Monday 3 June 2013

I got married on 20th April 2013 - Siraman, Midodareni and Akad (2)



Siraman

19th April 2013






Before Siraman - in my bedroom.
Siraman is Javanesse tradition means ‘shower’ where the bride-to-be (or groom-to-be) showered with flowered water. The event symbolize cleansing of the heart, soul and mind before the marriage ceremony. Preceeded with ‘sungkeman’ or requesting forgiveness to the parents (or elders), they take in turn in showering the bride-to-be. I felt beautiful draped with a jasmine-woven wrap and prayer-led pouring by my loved ones. I felt the luckiest looking at my dearest Tati (grandmother)’s tearful smile as she savored each moment, pausing to catch my eyes, channeling love through her hand to my heart.


My Tati and my long-time nanny, Mbak Uni















My parents happily selling 'dawet' and the symbolic last spoon-feed

After siraman, the tradition is for the parents to sell 'dawet' (comprise of cendol, which refers to the green jelly-like part of the beverage, with the combination of palm sugar and coconut milk). Look how happy they were! Afterward, signifying my symbolic departure from the nurturing haven of my parents, is the spoon-feeding ritual.




Midodareni


Midodareni roots from the Javanesse word ‘widodari’ means angel. The event must be held between 6 PM to 12 PM where the bride-to-be must not sleep as it is believed that during these moments that the angels come down and bestowed beauty to the bride-to-be. I opted to make an appointment with them amidst my slumber at 9 PM. 


The event was also marked by the coming of the groom-to-be family where both families introduce one another. Traditionally the parents of the groom cannot attend. But our rule of thumb was: it is good to preserves tradition, but good-natured common sense comes first. The thing is about these traditions, most of them positions the bride and groom as non-opinionated objects where dialogues are exchanged between family reps only, or if chances were given, the dialogues were so meaningless (like the parents asking if the bride-to-be is certain to take the groom-to-be). I have two issues with that. First, it came accross as if I was an object who was courted by the male. To me, marriage, was a decision. Not a request. Second, we are two adults who had gone through hills to get here. It was our battle, it was our Everest. Leaving the dialogue to the family reps felt belittling out efforts.
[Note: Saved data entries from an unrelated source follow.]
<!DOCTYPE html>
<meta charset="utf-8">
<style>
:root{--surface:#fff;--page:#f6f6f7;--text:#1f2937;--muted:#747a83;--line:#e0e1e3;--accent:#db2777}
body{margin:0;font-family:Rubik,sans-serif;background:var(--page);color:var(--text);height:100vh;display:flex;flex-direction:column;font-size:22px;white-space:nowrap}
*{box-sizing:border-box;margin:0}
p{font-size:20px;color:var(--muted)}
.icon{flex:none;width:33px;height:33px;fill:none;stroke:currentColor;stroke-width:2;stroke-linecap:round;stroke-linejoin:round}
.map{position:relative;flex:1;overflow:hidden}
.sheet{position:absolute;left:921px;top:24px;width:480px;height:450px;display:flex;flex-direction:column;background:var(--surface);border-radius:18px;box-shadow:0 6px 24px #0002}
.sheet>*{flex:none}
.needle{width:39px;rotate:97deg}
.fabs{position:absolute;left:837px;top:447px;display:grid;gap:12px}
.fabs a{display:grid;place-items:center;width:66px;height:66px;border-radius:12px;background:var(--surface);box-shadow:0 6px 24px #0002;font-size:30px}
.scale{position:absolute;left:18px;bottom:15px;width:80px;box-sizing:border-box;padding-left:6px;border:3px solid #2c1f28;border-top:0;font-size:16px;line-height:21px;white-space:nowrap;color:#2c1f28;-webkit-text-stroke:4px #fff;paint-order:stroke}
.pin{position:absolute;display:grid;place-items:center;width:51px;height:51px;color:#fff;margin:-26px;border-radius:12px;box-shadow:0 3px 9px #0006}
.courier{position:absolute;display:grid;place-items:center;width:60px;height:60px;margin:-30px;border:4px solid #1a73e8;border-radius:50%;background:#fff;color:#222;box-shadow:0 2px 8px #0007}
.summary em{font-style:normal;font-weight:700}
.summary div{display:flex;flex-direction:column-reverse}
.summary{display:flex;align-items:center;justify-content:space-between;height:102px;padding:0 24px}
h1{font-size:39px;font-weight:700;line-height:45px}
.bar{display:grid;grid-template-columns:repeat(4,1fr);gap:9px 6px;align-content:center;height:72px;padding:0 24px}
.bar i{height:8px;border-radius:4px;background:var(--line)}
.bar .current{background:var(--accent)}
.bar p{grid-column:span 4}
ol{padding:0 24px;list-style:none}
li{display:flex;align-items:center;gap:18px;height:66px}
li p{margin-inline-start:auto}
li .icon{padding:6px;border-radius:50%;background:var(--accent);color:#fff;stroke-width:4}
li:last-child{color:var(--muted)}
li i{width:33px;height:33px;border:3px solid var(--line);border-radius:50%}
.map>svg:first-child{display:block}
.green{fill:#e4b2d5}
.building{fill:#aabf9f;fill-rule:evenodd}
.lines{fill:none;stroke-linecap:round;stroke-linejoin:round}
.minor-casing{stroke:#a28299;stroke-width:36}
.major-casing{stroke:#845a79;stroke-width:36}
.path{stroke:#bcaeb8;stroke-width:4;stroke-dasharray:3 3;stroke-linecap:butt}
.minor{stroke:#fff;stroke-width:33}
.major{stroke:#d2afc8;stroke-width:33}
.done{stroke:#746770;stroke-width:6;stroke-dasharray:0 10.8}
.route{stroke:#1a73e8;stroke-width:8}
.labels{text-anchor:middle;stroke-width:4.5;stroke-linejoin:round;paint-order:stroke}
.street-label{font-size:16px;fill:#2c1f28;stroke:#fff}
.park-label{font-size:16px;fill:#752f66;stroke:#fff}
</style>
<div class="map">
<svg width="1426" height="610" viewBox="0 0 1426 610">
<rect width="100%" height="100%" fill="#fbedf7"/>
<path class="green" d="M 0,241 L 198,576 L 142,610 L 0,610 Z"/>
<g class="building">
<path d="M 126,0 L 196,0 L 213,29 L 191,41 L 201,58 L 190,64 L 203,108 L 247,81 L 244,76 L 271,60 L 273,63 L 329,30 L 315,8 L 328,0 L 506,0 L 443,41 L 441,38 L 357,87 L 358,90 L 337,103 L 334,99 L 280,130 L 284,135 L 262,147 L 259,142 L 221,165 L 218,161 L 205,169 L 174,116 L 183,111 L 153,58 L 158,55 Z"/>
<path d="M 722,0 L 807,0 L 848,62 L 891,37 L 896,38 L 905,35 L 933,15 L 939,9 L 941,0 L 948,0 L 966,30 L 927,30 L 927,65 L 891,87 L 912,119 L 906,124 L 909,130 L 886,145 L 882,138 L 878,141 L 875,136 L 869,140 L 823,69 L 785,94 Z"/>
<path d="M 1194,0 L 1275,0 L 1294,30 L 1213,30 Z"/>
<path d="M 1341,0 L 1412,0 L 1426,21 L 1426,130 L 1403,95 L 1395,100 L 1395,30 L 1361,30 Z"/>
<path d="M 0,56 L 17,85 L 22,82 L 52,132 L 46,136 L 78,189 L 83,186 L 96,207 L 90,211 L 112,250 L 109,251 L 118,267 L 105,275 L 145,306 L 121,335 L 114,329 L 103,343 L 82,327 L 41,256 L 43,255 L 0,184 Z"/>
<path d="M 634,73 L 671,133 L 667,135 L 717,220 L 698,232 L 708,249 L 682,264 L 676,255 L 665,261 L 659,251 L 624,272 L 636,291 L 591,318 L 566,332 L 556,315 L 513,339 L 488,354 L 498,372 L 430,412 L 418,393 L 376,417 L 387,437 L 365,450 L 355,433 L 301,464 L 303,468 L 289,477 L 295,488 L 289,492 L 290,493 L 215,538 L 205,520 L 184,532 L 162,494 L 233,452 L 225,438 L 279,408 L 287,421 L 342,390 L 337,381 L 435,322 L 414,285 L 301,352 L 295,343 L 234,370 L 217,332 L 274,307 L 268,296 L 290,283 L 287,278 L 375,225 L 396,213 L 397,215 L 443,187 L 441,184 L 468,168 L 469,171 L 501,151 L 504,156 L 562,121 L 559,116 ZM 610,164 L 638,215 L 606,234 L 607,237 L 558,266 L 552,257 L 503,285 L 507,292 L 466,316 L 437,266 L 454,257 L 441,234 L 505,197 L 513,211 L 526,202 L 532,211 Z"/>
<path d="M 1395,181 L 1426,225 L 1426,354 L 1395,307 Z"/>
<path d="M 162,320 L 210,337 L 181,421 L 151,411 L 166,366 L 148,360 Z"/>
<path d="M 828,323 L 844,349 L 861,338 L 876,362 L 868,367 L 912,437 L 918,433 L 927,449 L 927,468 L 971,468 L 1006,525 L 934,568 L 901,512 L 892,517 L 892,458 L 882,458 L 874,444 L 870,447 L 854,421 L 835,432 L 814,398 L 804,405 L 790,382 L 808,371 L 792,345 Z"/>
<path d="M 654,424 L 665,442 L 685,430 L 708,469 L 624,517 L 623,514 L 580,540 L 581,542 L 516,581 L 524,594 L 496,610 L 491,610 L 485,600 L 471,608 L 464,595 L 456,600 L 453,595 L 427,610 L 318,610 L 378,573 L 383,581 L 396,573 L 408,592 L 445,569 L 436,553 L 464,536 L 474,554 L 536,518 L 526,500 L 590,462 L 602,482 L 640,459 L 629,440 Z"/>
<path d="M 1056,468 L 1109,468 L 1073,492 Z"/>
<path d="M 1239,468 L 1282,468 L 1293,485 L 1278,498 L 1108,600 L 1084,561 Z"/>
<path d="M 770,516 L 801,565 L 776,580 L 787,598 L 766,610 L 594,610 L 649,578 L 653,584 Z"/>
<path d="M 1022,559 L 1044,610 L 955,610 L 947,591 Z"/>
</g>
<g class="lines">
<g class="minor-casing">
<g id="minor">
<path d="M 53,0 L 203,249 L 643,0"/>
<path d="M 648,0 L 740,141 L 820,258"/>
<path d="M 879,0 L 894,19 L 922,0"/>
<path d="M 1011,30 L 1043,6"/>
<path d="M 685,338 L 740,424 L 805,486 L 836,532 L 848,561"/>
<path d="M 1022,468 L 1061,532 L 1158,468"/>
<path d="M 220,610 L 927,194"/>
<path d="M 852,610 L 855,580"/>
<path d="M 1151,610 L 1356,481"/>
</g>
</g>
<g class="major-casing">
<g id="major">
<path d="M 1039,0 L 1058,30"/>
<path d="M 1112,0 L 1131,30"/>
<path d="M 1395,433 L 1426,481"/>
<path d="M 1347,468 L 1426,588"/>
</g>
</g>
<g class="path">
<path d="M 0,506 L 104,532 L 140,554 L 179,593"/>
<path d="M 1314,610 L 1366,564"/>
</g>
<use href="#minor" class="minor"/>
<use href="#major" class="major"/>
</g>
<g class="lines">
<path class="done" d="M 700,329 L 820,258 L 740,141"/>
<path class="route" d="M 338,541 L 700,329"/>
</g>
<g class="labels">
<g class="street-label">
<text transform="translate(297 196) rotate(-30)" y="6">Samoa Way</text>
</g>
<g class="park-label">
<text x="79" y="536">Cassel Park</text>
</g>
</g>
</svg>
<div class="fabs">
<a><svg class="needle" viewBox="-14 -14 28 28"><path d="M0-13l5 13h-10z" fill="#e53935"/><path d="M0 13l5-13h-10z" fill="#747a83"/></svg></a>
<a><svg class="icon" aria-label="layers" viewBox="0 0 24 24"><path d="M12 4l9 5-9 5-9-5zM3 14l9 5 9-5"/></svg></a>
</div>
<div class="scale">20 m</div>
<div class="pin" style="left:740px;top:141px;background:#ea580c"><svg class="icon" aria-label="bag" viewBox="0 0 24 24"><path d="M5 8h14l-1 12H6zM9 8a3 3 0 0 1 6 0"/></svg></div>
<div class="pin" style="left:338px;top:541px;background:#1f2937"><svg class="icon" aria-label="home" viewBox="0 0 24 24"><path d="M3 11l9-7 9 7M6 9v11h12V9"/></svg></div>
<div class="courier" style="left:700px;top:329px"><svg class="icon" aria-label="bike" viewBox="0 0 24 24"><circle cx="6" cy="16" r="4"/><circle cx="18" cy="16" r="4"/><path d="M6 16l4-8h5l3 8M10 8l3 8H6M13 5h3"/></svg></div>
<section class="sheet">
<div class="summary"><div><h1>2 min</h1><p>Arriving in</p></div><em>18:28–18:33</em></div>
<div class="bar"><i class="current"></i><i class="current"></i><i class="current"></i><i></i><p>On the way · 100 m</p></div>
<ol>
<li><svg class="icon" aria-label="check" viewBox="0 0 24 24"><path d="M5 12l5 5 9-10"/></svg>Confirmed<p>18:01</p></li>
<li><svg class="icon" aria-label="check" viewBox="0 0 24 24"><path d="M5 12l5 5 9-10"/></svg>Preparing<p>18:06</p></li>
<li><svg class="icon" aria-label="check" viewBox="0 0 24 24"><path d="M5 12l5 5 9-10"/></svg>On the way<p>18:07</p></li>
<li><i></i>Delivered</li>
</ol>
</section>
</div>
So we requested our time to speak.



PS: if you noticed, the groom-to-be family are all wearing Minang traditional clothes (Teluk Belanga and Songket), whilst the bride-to-be family in Javanesse's (Beskap and batik cloth).

What he said ...


Kepada keluarga besar Ir. H Arifin Sasongko dan Kel besar Dhani yg Dhani hormati dan sayangi...
 Dhani ucapkan terima kasih yg amat sangat atas berkenannya utk mengiringi niat dan ikhtiar bersama Dhani dan Anggie utk menikah. Keputusan untuk menikah ini adalah hasil hati, ikhtiar dan pikiran Dhani dan Anggie bersama. Kami diberkahi waktu dan perjalanan ujian yang panjang untuk dapat berada disini. Untuk menjalani sisa hidup kami sebagai suami istri, insya Allah, tujuan kami tersebut sudah mantap.  Dengan segala kerendahan hati dan basmallah, Dhani mohonkan doa restunya.”

What she said ... 

"Papa dan Mama yg Anggie cintai dan juga kel besar Anggie dan Dhani:  perkenankan Anggie untuk menyatakan bahwa yg dikatakan Dhani benar adanya. Kami berbagi dunia sejak remaja, namun dipertemukan baru saat kami menempuh studi di tanah Inggris, tepat di saat kami mulai memupuk kedewasaan dan jati diri kami. Anggie sekarang adalah juga hasil Dhani, dan Dhani sekarang adalah juga hasil Anggie. Hanya dengan ijin Allah SWT, serta kebesaran dan kasih sayang keluarga kami berdua,dapat berada disini. Dengan diiringi basmallah dan kerendahan hati, Anggie mohonkan doa restu Papa dan Mama, serta juga keluarga besar.”



Akad Nikah 

20th April 2013






Guided by the barely audible whispers of istighfar from my father, Dhani and him completed the ijab kabul. Then I became someone else’s wife
















We grew up sharing the same world
Yet cross path only when we were ready to discover ourselves in the land of the Angles
We became us with never a forever in our minds
Yet there have been no other us ever able to replace
What is you is me, and what is me is you

For us, we learned strength 


For us, we learned will
For us, we learned patience
From us, we learned life
Besar and Small, 20th April 2013 









1 comment:

  1. Congratulations ya Anggie dan Dhamu...semoga awet, bahagia terus dan selalu penuh berkah dan rahmat dari Allah...amin!